I am the 20th out of 21 grandchildren and the youngest granddaughter, so we didn't each get lots of things after my grandparent's passed away. Thanks to my Aunt Anita, the youngest of her generation, 
I ended up with this very special quilt. It has been safely stored in a bag in the back of a closet for… for a long, long time.
I guess I was saving it for… hmmm… for what?
I decided today was the day to find a place to honor it.
I also brought home from Dad’s house, Mom’s quilt rack.  I’m sure there’s a proper way to use it.  I don’t know what that is, but I figured out something that worked.

My mother, along with her five sisters, mother, and grandmother, made this quilt together about 80 years ago. (No sewing machine, just needles, thread, and busy fingers.)
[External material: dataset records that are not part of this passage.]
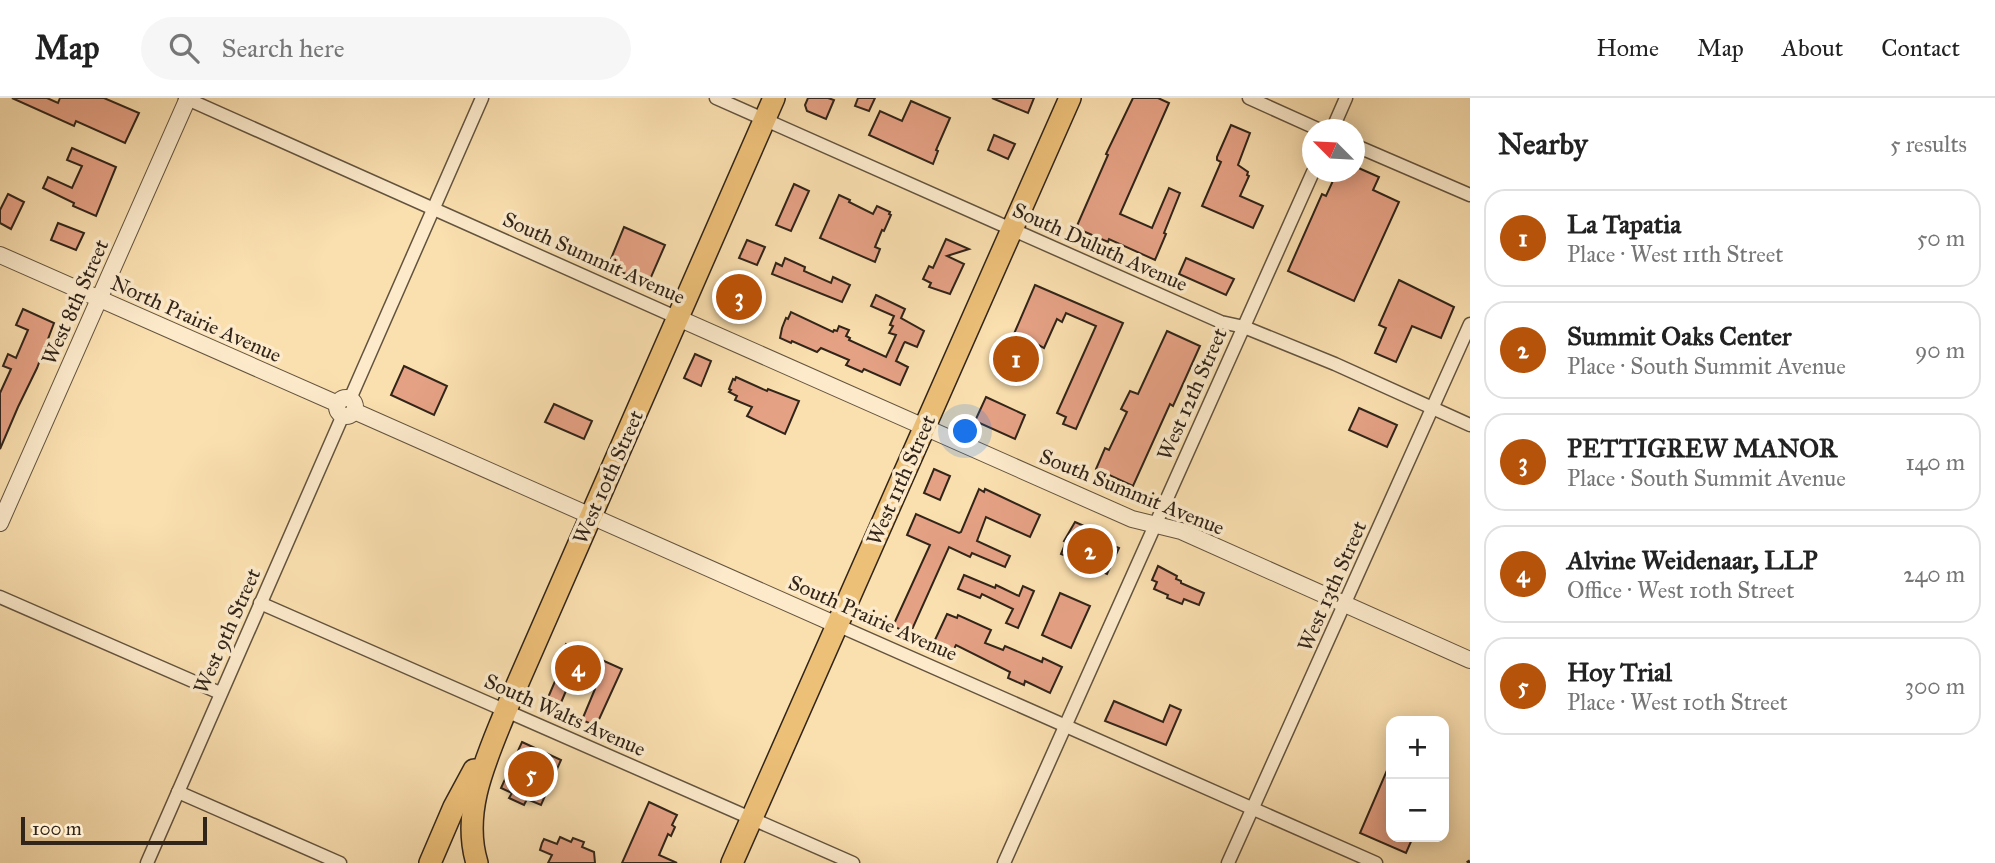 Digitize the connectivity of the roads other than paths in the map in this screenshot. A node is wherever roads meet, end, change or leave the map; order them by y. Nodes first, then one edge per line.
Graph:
1 (187, 98) edge
2 (482, 98) edge
3 (716, 98) edge
4 (774, 98) edge
5 (1070, 98) edge
6 (1249, 98) edge
7 (1346, 98) edge
8 (1337, 119) edge
9 (765, 120) junction
10 (1302, 122) edge
11 (1365, 150) edge
12 (1309, 182) edge
13 (1470, 195) edge
14 (433, 210) junction
15 (1012, 229) junction
16 (0, 255) edge
17 (99, 299) junction
18 (678, 318) junction
19 (1470, 324) edge
20 (1244, 327) junction
21 (346, 407) junction
22 (1432, 408) junction
23 (1470, 425) edge
24 (925, 427) junction
25 (591, 516) junction
26 (0, 523) edge
27 (1155, 524) junction
28 (0, 597) edge
29 (260, 603) junction
30 (1345, 605) junction
31 (837, 625) junction
32 (1470, 660) edge
33 (220, 693) junction
34 (506, 709) junction
35 (1066, 726) junction
36 (178, 792) junction
37 (1253, 808) junction
38 (752, 819) junction
39 (147, 863) edge
40 (340, 863) edge
41 (430, 863) edge
42 (477, 863) edge
43 (732, 863) edge
44 (853, 863) edge
45 (1004, 863) edge
46 (1228, 863) edge
47 (1376, 863) edge

1 - 14 street, South Summit Avenue
1 - 17 street, West 8th Street
2 - 14 street, West 9th Street
3 - 9 street, South Duluth Avenue
4 - 9 main road, West 10th Street
5 - 15 main road, West 11th Street
6 - 10 street
7 - 8 street
9 - 15 street, South Duluth Avenue
9 - 18 main road, West 10th Street
11 - 13 street
12 - 20 street, West 12th Street
14 - 18 street, South Summit Avenue
14 - 21 street, West 9th Street
15 - 20 street, South Duluth Avenue
15 - 24 main road, West 11th Street
16 - 17 street, North Prairie Avenue
17 - 21 street, North Prairie Avenue
17 - 26 street, West 8th Street
18 - 24 street, South Summit Avenue
18 - 25 main road, West 10th Street
19 - 22 street, West 13th Street
20 - 22 street, South Duluth Avenue
20 - 27 street, West 12th Street
21 - 25 street, South Prairie Avenue
21 - 29 street, West 9th Street
22 - 23 street, South Duluth Avenue
22 - 30 street, West 13th Street
24 - 27 street, South Summit Avenue
24 - 31 main road, West 11th Street
25 - 31 street, South Prairie Avenue
25 - 34 main road, West 10th Street
27 - 30 street, South Summit Avenue
27 - 35 street, West 12th Street
28 - 33 street
29 - 33 street, West 9th Street
29 - 34 street, South Walts Avenue
30 - 32 street, South Summit Avenue
30 - 37 street, West 13th Street
31 - 35 street, South Prairie Avenue
31 - 38 main road, West 11th Street
33 - 36 street, West 9th Street
34 - 38 street, South Walts Avenue
34 - 41 main road
34 - 42 main road, West 10th Street
35 - 37 street, South Prairie Avenue
35 - 45 street, West 12th Street
36 - 39 street, West 9th Street
36 - 40 street
37 - 46 street, West 13th Street
37 - 47 street, South Prairie Avenue
38 - 43 main road, West 11th Street
38 - 44 street, South Walts Avenue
  • I wonder if their personalities show through in the squares that they designed.
    • My mom’s, Gladys, is yellow!
    • Aunt Audine made hers sideways!
    •  Their grandmother sewed hers upside down.
    • Grandma, put her first and last names.
    • Whoever GNT is didn’t seem to finish her block.
    • Aunt Anita, the youngest, only made one.

  • I wonder if this was a winter project for the evenings.
  • I wonder how many hand stitches are in it.
  • I wonder how if all of them enjoyed working on it.
  • I wonder if they purposefully chose their colors or if they just grabbed whatever was in the rag bag.
  • I wonder if there was a reason they put some going the wrong direction, or if they just weren’t paying attention .
  • I wonder if they knew they were creating a special family heirloom, or if they just need a new bed covering.
  • I wonder if this pattern is still a thing, a pattern that modern quilters use.
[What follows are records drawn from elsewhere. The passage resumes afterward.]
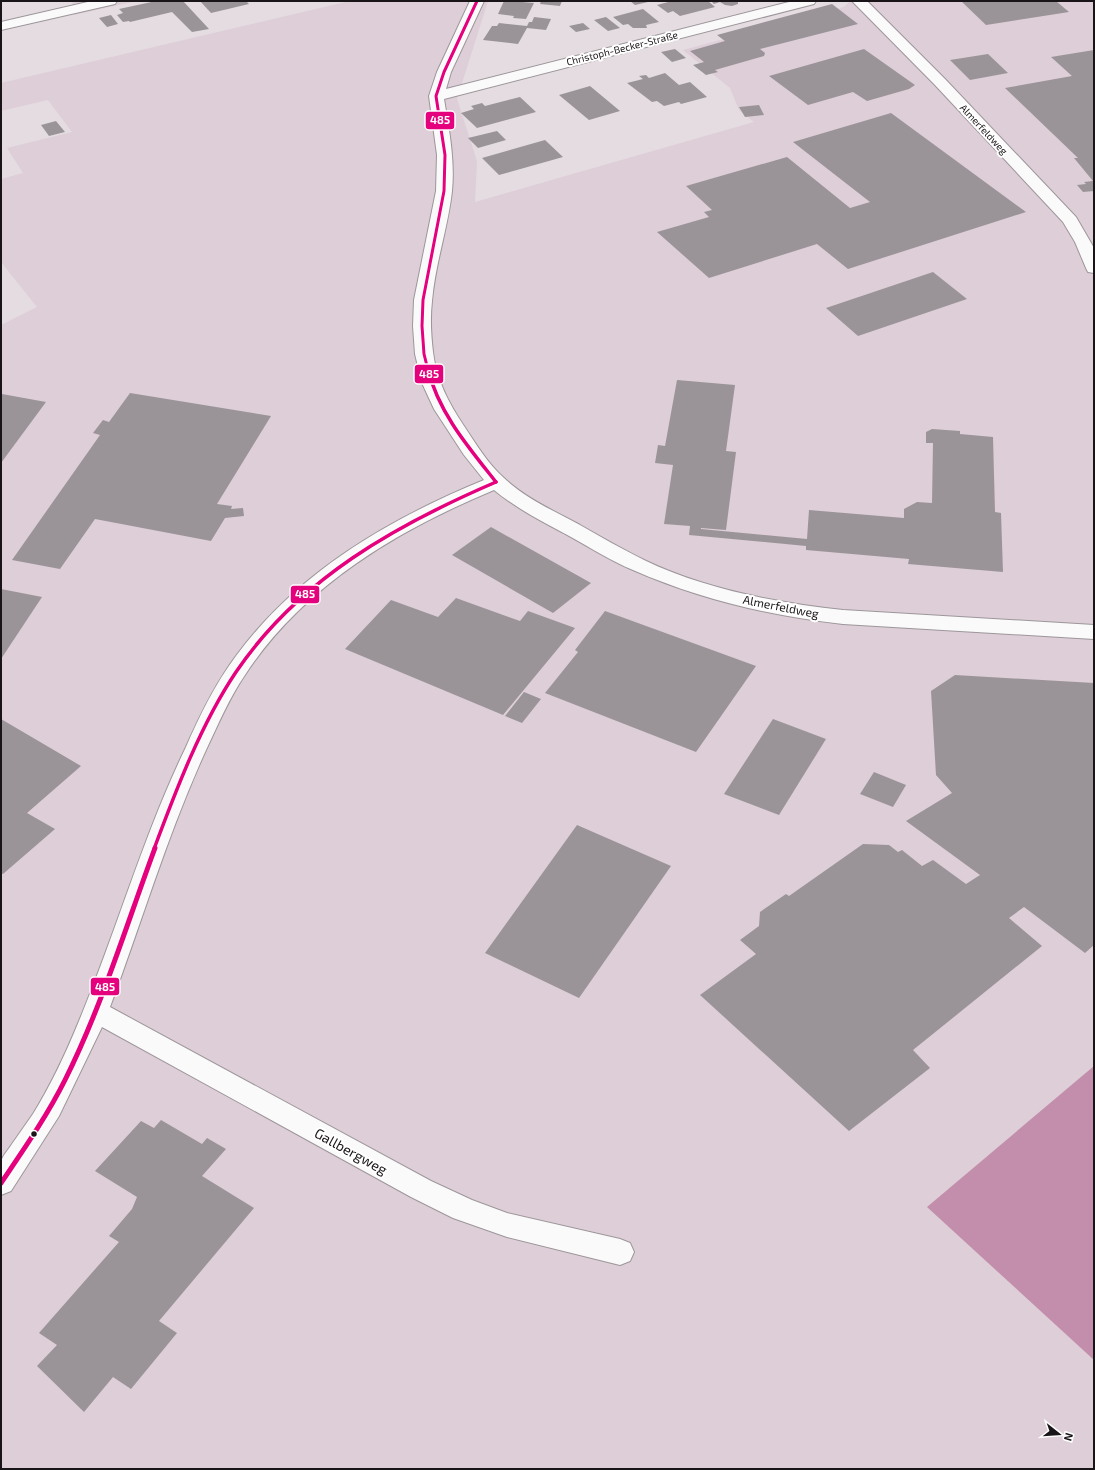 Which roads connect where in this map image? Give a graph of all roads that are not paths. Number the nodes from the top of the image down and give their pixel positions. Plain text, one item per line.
1 (110, 1) edge
2 (477, 1) edge
3 (809, 1) edge
4 (859, 1) edge
5 (1, 26) edge
6 (436, 96) junction
7 (1094, 268) edge
8 (496, 482) junction
9 (1094, 632) edge
10 (96, 1011) junction
11 (1, 1183) edge
12 (620, 1252) dead end

1 - 5 street
2 - 6 street
3 - 6 street, Christoph-Becker-Straße
4 - 7 street, Almerfeldweg
6 - 8 street
8 - 9 street, Almerfeldweg
8 - 10 street
10 - 11 street
10 - 12 street, Gallbergweg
The other quilt was one that my mother used my whole life.  I believe she got it as a wedding gift from her mother. I think she called it a double wedding ring quilt.  I know she was always proud of it, but that never stopped her from using it.

  • How many tiny little scraps are in it?
  • Was there a plan for sewing them together, or did they just grab and stitch?
  • How long did it take to make from beginning to end?
  • Did Grandma know when she began it that it would be for Mom’s wedding gift?
  • How many different beds did it cover during its lifetime?


So… today… I walked around the house until I found a place where the quilt rack would fit.  I folded and refolded until I found a way to get the two quilts displayed on the rack rather than forgotten in a closet. And… I love that they are no longer safely stored in a bag but out where they can be seen, talked about, and loved.

Saturday, October 7, 2017

Blowing Bubbles (Again!)

Let's try this again.

This an example of what happens when you want to be finished... you try to convince yourself it's fine... you focus on all the things that ARE right... "I love the bubbles and the shirt and the toes and the..." hoping the face will miraculously be become right too.
... sigh... 

When will I ever learn?

If you flip back and forth between the two, you'll see the little nips and tucks that made the difference.

* Reshaped the ear
* Moved the eye down and back
* Took some off the lips
* Skinnied up the neck
* Shaved off the chin
* Straightened the nose
* Backed up and softened the jawline
* Lowered and softened the brow
* Lightened the cheek
* Highlighted instead of shadowed the nose bridge

Goodness gracious!  Seems like I just made a whole new face!

I still love the bubbles and the shirt and the toes and... but now I love the face too.

I may sound a little like I'm giving a speech at the Oscars, but I have a few people to thank. First, my art friend Nelvia so gently let me know it wasn't quite finished. Next, my art partner Jolene helped me find each needed tweak during our weekly paint time. And of course my neice Bev trusted me to put her little one on canvas. Thanks, guys!

Next, I think I'll paint something low stress like maybe a lime.